[AIM OF THE TASK]
Please filter the data below down to the lines holding the string "ПРОВУЛОК".

[DATA]
··········
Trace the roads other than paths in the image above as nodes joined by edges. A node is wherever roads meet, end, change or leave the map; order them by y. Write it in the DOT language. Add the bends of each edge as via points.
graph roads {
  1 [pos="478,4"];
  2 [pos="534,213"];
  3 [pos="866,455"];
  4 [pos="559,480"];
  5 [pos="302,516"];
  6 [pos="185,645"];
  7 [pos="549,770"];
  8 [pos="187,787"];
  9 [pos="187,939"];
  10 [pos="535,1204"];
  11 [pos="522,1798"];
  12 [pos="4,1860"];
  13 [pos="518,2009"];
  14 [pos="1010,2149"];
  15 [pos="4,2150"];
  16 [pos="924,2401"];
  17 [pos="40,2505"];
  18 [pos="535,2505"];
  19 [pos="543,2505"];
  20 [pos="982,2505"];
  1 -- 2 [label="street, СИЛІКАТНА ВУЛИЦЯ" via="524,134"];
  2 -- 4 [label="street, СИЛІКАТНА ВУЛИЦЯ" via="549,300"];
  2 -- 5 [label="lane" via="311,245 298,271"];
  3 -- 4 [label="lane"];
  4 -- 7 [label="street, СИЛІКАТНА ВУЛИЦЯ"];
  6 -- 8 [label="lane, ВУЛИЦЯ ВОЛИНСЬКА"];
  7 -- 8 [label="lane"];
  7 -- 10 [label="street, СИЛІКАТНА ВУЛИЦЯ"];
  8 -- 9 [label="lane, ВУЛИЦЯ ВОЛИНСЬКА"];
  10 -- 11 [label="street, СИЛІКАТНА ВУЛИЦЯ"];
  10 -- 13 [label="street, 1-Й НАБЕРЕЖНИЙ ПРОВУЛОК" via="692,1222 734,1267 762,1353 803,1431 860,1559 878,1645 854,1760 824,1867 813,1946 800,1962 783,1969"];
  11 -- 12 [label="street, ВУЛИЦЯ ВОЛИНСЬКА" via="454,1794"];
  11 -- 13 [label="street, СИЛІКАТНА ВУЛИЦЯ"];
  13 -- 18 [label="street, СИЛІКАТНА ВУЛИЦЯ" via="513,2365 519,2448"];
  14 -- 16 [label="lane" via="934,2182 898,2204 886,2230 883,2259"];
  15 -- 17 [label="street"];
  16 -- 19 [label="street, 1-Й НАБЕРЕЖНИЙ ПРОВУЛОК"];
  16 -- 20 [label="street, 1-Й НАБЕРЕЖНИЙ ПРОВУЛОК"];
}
··········
[TASK OUTPUT]
  10 -- 13 [label="street, 1-Й НАБЕРЕЖНИЙ ПРОВУЛОК" via="692,1222 734,1267 762,1353 803,1431 860,1559 878,1645 854,1760 824,1867 813,1946 800,1962 783,1969"];
  16 -- 19 [label="street, 1-Й НАБЕРЕЖНИЙ ПРОВУЛОК"];
  16 -- 20 [label="street, 1-Й НАБЕРЕЖНИЙ ПРОВУЛОК"];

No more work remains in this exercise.